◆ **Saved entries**
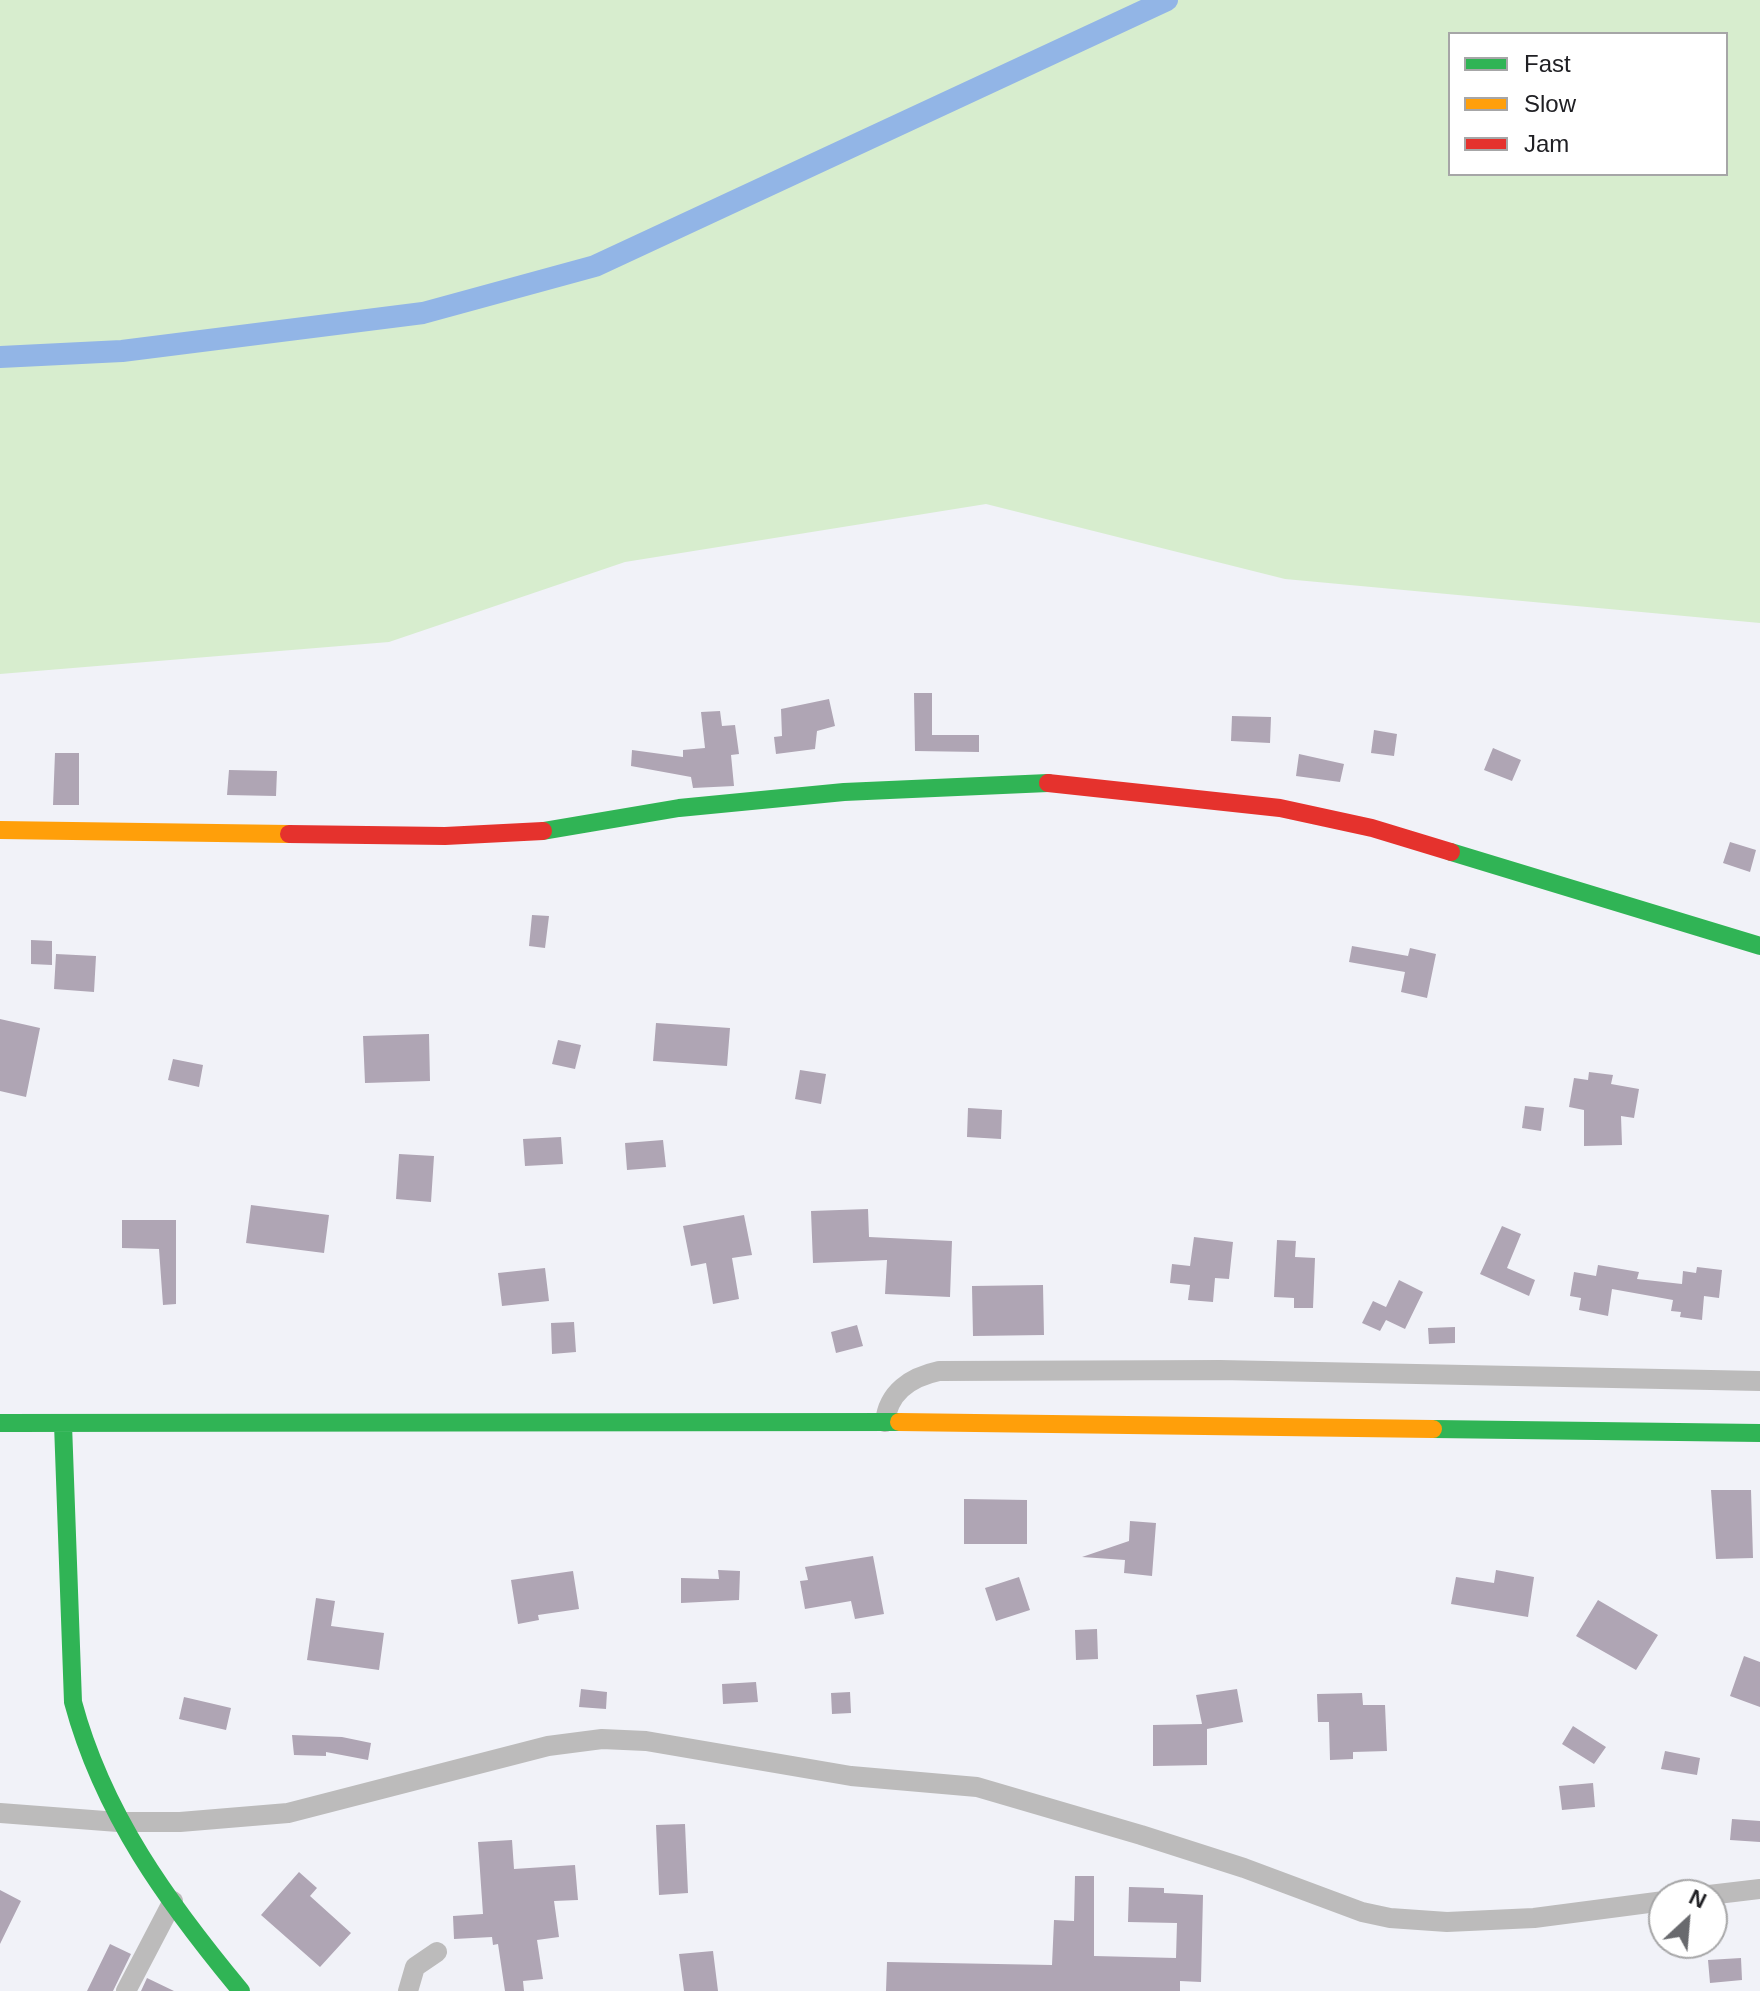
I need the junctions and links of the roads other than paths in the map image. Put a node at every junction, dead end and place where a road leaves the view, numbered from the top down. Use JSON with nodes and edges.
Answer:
{"nodes":[{"id":1,"x":0,"y":830,"type":"edge"},
{"id":2,"x":1760,"y":946,"type":"edge"},
{"id":3,"x":1760,"y":1381,"type":"edge"},
{"id":4,"x":885,"y":1422,"type":"junction"},
{"id":5,"x":0,"y":1423,"type":"edge"},
{"id":6,"x":63,"y":1424,"type":"junction"},
{"id":7,"x":1760,"y":1433,"type":"edge"},
{"id":8,"x":0,"y":1813,"type":"edge"},
{"id":9,"x":118,"y":1822,"type":"junction"},
{"id":10,"x":1760,"y":1889,"type":"edge"},
{"id":11,"x":1728,"y":1893,"type":"edge"},
{"id":12,"x":173,"y":1901,"type":"junction"},
{"id":13,"x":1648,"y":1903,"type":"edge"},
{"id":14,"x":437,"y":1952,"type":"dead end"},
{"id":15,"x":126,"y":1991,"type":"edge"},
{"id":16,"x":241,"y":1991,"type":"edge"},
{"id":17,"x":408,"y":1991,"type":"edge"}],
"edges":[{"from":1,"to":2,"type":"main road"},
{"from":3,"to":4,"type":"street"},
{"from":4,"to":6,"type":"main road"},
{"from":4,"to":7,"type":"main road"},
{"from":5,"to":6,"type":"main road"},
{"from":6,"to":9,"type":"main road"},
{"from":8,"to":9,"type":"street"},
{"from":9,"to":12,"type":"main road"},
{"from":9,"to":13,"type":"street"},
{"from":10,"to":11,"type":"street"},
{"from":12,"to":15,"type":"street"},
{"from":12,"to":16,"type":"main road"},
{"from":14,"to":17,"type":"street"}]}
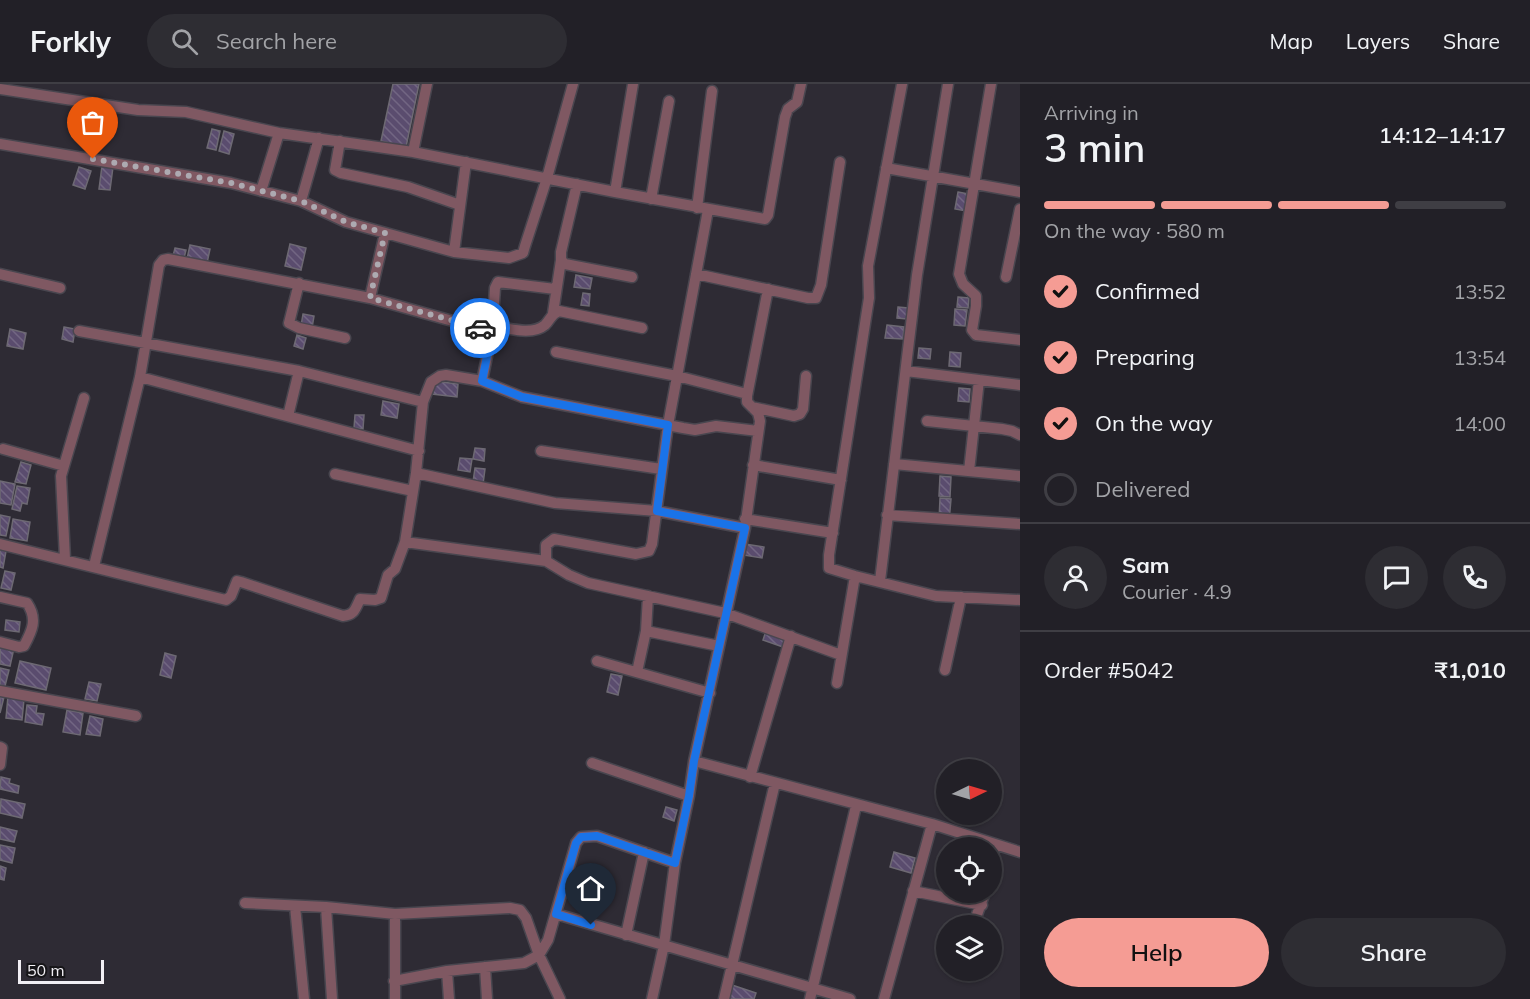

◆ **EXERCISE DESCRIPTION**
What is needed here is an exact copy of all the entries, without the pictures.

◆ **RESPONSE AREA**
I need the junctions and links of the roads other than paths in the map image. Put a node at every junction, dead end and place where a road leaves the view, numbered from the top down. Use JSON with nodes and edges.
Answer:
{"nodes":[{"id":1,"x":0,"y":830,"type":"edge"},
{"id":2,"x":1760,"y":946,"type":"edge"},
{"id":3,"x":1760,"y":1381,"type":"edge"},
{"id":4,"x":885,"y":1422,"type":"junction"},
{"id":5,"x":0,"y":1423,"type":"edge"},
{"id":6,"x":63,"y":1424,"type":"junction"},
{"id":7,"x":1760,"y":1433,"type":"edge"},
{"id":8,"x":0,"y":1813,"type":"edge"},
{"id":9,"x":118,"y":1822,"type":"junction"},
{"id":10,"x":1760,"y":1889,"type":"edge"},
{"id":11,"x":1728,"y":1893,"type":"edge"},
{"id":12,"x":173,"y":1901,"type":"junction"},
{"id":13,"x":1648,"y":1903,"type":"edge"},
{"id":14,"x":437,"y":1952,"type":"dead end"},
{"id":15,"x":126,"y":1991,"type":"edge"},
{"id":16,"x":241,"y":1991,"type":"edge"},
{"id":17,"x":408,"y":1991,"type":"edge"}],
"edges":[{"from":1,"to":2,"type":"main road"},
{"from":3,"to":4,"type":"street"},
{"from":4,"to":6,"type":"main road"},
{"from":4,"to":7,"type":"main road"},
{"from":5,"to":6,"type":"main road"},
{"from":6,"to":9,"type":"main road"},
{"from":8,"to":9,"type":"street"},
{"from":9,"to":12,"type":"main road"},
{"from":9,"to":13,"type":"street"},
{"from":10,"to":11,"type":"street"},
{"from":12,"to":15,"type":"street"},
{"from":12,"to":16,"type":"main road"},
{"from":14,"to":17,"type":"street"}]}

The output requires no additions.